EXERCISE BRIEF. Check every line below for the string "pixels", and copy the lines that contain it.

DATA.
============================================================

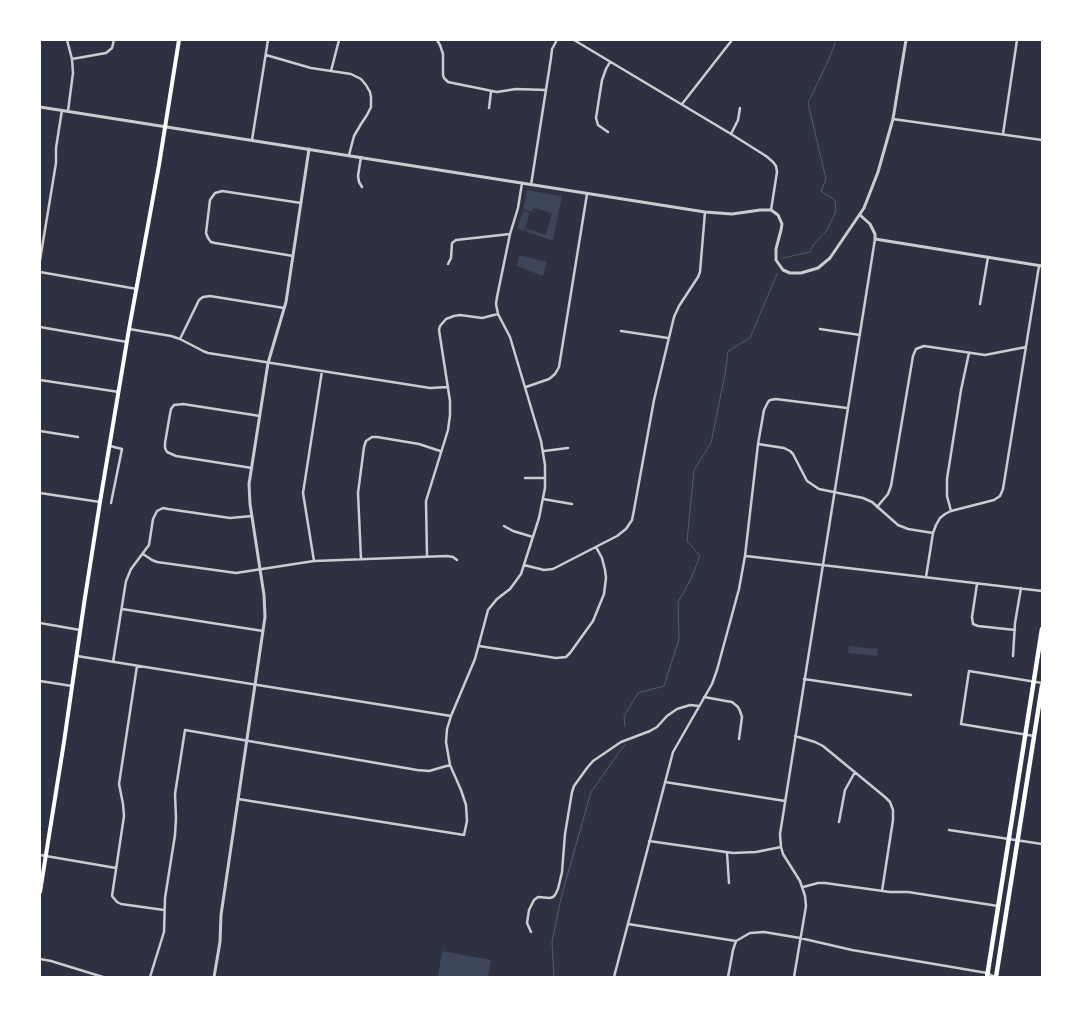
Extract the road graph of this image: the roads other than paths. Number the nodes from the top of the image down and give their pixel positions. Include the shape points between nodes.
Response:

============================================================

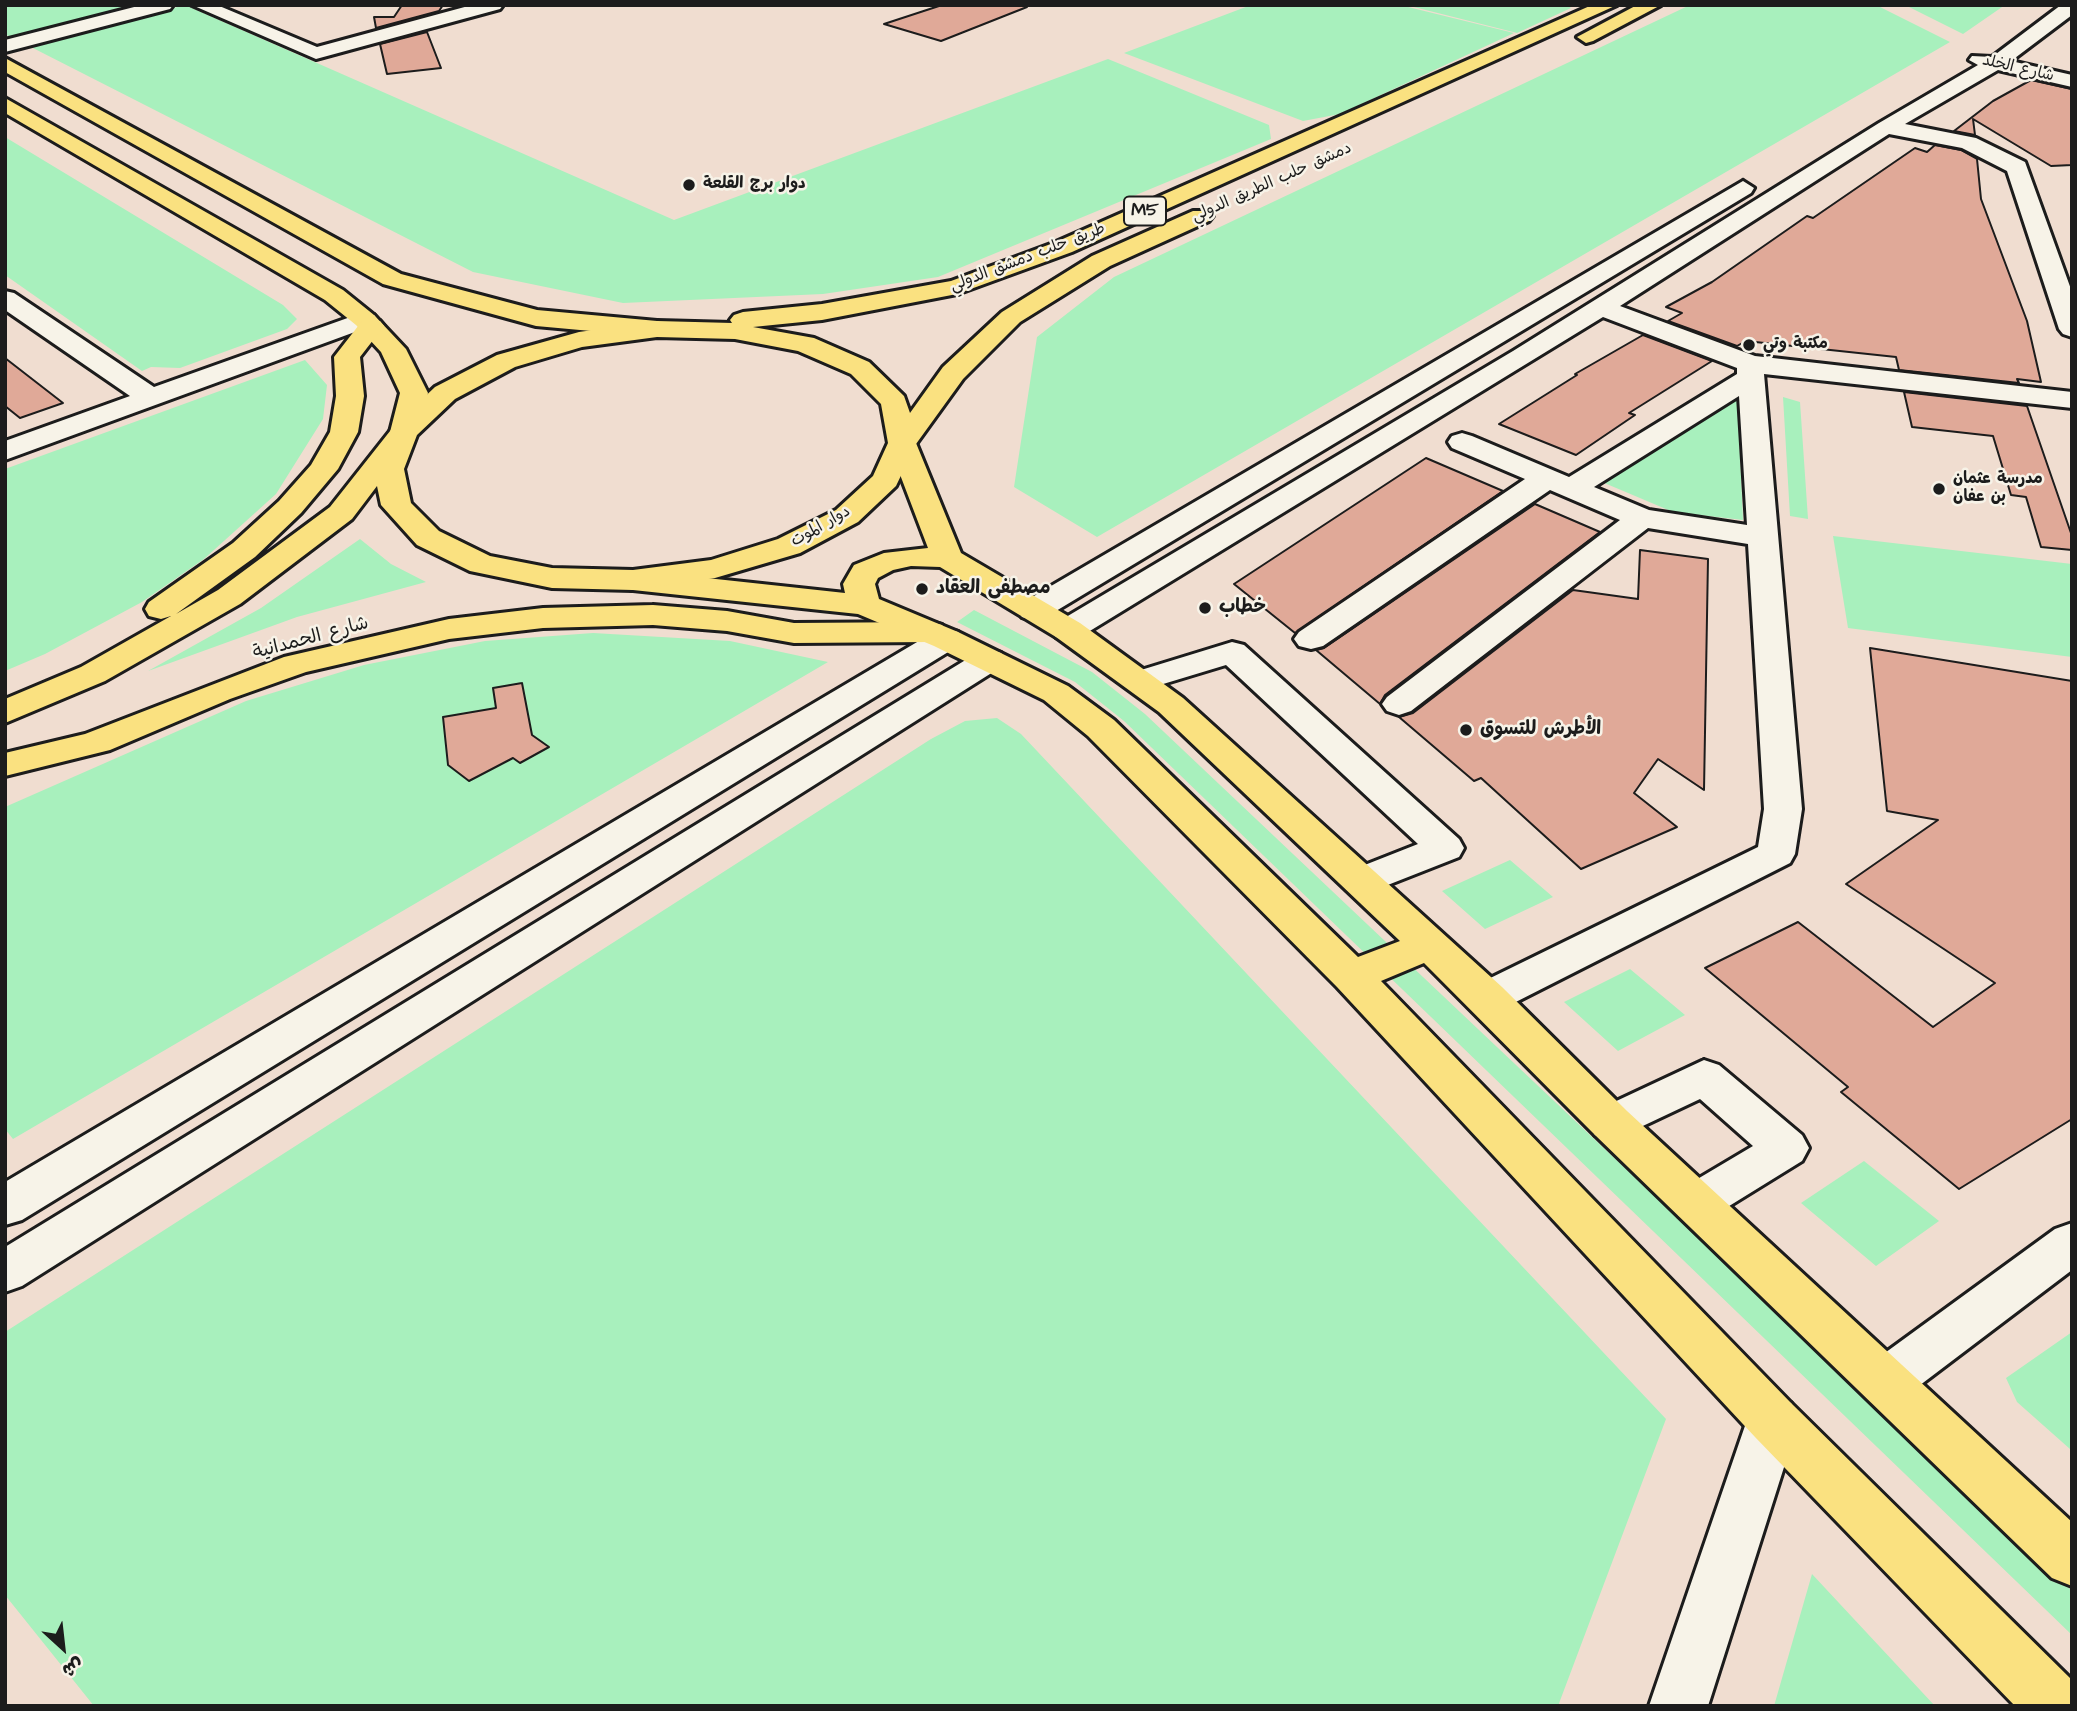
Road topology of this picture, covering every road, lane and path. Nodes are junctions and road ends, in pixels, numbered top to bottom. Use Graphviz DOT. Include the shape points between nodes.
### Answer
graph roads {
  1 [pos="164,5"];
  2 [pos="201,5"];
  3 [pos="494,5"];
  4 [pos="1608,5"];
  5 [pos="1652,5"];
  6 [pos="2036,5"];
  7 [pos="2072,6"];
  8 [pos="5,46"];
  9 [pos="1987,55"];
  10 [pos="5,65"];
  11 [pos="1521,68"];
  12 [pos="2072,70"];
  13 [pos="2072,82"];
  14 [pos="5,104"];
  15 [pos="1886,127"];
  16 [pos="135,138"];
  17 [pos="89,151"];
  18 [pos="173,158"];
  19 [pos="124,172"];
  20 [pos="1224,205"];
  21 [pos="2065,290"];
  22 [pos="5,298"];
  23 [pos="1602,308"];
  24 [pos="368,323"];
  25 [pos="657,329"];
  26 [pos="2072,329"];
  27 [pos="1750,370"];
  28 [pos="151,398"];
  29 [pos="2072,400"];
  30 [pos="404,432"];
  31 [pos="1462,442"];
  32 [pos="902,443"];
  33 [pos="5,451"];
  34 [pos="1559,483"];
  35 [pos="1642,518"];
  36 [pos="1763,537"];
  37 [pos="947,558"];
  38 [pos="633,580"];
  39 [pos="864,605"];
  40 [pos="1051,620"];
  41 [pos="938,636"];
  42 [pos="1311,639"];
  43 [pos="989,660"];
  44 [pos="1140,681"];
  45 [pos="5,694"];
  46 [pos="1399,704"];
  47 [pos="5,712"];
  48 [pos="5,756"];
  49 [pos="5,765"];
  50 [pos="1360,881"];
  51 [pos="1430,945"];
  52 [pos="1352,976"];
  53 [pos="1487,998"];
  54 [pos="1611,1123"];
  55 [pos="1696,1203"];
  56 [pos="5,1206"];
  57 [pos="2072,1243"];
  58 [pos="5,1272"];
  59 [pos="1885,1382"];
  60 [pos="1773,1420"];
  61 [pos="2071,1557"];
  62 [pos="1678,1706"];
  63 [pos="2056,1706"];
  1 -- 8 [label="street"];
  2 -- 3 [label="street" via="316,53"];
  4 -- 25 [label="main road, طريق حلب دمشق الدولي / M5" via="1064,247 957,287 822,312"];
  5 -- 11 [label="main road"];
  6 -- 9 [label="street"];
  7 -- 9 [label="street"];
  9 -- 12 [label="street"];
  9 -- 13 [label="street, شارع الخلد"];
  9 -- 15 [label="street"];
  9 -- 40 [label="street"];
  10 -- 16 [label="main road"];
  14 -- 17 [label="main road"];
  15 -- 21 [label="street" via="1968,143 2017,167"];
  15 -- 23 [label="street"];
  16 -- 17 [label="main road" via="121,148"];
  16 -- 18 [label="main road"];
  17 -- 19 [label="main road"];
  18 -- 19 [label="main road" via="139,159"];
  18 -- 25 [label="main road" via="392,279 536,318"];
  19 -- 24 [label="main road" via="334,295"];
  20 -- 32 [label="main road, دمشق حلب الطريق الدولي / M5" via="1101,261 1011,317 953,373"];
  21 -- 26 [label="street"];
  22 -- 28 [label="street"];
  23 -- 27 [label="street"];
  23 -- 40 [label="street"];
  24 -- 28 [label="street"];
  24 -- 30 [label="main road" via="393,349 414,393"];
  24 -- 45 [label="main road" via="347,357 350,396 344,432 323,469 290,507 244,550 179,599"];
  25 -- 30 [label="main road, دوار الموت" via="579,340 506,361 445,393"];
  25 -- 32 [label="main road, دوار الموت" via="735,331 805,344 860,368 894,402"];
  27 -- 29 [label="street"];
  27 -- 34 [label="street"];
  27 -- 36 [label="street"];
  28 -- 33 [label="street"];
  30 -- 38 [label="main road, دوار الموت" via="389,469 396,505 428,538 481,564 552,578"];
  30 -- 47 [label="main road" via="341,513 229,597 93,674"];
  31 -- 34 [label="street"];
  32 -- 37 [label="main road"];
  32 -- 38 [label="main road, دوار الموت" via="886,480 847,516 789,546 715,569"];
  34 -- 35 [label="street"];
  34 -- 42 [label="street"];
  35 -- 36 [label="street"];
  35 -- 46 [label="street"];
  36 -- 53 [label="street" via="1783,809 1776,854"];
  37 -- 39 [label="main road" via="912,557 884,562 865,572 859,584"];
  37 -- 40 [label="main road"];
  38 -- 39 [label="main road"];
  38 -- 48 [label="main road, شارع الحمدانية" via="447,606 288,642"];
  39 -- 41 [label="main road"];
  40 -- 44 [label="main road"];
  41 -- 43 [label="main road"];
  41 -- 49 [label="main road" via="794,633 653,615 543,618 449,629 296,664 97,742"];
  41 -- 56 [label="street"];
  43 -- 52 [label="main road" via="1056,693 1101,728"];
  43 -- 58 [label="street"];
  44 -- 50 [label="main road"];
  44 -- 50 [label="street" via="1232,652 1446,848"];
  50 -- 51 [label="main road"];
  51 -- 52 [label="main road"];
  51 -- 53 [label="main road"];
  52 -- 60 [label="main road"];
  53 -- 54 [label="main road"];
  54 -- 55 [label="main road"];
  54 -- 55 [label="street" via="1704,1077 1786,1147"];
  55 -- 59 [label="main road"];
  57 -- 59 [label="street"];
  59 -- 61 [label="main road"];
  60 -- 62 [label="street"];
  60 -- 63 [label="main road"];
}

============================================================

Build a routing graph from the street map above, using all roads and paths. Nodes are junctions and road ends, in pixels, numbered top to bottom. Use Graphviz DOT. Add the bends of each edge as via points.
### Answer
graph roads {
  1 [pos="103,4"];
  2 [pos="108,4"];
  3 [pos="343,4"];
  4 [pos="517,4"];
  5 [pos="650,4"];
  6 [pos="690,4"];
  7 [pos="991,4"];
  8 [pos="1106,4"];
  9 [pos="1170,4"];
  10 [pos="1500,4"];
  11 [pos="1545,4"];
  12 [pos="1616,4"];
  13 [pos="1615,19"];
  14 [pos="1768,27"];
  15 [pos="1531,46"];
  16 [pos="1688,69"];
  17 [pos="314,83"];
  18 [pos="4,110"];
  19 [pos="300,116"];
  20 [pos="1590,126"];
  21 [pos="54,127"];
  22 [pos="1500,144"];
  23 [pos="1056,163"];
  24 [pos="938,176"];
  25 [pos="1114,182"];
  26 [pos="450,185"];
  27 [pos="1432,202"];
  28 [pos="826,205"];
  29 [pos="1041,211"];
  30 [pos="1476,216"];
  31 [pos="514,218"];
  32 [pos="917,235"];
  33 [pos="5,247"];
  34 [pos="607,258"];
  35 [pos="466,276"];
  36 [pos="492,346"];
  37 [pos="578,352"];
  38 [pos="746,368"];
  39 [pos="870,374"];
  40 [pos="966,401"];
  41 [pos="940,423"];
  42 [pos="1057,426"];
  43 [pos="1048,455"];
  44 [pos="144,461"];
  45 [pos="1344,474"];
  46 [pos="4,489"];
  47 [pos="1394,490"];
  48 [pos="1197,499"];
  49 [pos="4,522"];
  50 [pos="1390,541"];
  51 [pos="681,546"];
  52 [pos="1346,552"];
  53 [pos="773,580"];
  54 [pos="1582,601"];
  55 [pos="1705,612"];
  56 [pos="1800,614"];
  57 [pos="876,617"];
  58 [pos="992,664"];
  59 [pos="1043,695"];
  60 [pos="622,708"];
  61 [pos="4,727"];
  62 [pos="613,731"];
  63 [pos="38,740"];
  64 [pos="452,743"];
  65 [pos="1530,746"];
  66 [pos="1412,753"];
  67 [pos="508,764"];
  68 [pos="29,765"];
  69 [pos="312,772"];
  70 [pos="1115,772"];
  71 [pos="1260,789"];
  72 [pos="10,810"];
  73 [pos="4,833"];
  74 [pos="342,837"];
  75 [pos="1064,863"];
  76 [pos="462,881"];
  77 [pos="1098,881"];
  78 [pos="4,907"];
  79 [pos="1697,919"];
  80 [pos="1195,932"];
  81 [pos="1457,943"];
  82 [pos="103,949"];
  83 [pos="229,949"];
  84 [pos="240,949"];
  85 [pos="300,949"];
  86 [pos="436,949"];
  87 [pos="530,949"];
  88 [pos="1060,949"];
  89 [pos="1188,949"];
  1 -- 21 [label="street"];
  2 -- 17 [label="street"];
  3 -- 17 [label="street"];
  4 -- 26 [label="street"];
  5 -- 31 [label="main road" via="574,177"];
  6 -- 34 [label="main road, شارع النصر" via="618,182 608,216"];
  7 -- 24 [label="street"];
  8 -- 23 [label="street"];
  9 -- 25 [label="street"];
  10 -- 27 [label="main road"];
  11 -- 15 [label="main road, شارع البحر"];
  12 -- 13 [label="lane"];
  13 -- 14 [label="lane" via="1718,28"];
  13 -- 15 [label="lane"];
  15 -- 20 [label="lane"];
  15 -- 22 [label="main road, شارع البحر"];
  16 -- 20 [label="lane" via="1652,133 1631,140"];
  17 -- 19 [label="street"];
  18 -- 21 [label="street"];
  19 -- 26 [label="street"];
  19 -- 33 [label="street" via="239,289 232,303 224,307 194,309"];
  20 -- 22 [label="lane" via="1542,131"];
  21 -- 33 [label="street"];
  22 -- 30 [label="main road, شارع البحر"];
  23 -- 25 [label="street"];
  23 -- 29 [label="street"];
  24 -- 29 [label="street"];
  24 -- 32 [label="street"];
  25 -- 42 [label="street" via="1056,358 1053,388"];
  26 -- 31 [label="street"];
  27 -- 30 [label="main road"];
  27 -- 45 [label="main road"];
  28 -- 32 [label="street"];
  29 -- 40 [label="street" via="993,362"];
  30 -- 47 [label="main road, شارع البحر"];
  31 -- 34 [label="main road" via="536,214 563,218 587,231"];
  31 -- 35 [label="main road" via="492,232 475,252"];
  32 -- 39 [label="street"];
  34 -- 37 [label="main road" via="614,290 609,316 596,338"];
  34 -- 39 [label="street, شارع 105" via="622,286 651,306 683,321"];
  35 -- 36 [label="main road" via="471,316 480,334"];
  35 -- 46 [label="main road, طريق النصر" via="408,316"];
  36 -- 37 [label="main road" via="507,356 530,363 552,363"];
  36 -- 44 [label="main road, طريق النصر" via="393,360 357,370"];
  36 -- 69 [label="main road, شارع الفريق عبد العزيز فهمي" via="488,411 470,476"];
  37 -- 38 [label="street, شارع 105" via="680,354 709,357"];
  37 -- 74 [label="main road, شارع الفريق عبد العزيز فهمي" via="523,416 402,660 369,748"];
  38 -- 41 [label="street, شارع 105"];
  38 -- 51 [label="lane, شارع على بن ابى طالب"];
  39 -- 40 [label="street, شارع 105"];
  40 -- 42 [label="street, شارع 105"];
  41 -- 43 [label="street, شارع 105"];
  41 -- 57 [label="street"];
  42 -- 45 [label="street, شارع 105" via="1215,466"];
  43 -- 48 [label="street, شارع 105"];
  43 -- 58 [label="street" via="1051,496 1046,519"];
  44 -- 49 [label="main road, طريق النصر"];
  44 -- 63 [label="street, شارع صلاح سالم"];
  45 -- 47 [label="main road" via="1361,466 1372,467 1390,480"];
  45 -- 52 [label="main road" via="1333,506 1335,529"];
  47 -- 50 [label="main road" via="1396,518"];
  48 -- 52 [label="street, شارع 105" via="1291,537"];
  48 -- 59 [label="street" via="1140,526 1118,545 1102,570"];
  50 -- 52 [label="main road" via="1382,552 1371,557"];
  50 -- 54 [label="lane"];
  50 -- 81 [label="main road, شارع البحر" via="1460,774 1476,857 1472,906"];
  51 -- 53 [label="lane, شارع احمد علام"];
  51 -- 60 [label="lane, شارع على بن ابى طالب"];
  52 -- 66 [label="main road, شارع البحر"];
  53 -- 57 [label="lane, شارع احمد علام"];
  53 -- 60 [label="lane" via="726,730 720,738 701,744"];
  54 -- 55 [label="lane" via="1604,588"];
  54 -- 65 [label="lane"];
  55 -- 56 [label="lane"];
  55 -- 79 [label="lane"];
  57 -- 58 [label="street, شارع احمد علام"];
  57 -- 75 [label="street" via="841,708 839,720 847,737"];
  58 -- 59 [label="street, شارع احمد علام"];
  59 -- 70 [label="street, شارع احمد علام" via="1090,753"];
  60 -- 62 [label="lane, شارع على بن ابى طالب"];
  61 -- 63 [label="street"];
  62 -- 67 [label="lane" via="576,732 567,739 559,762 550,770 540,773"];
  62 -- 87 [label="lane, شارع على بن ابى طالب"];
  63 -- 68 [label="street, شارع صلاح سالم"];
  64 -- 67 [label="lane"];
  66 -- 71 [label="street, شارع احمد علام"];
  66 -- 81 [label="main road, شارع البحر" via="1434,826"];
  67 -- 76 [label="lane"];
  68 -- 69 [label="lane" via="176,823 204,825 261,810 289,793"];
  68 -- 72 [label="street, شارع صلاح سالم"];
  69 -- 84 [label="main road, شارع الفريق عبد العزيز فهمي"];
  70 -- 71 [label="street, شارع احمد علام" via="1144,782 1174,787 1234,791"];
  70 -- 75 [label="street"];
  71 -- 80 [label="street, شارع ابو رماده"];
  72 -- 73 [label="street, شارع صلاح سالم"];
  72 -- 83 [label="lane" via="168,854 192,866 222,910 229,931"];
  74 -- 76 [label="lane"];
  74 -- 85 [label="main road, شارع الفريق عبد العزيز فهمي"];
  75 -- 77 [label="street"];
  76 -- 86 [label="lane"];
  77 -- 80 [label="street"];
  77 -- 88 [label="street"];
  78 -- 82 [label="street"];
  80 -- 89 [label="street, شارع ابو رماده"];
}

============================================================

SOLVED PROBLEM.
Road topology of this picture, covering every road, lane and path. Nodes are junctions and road ends, in pixels, numbered top to bottom. Use Graphviz DOT. Include the shape points between nodes.
Build a routing graph from the street map above, using all roads and paths. Nodes are junctions and road ends, in pixels, numbered top to bottom. Use Graphviz DOT. Add the bends of each edge as via points.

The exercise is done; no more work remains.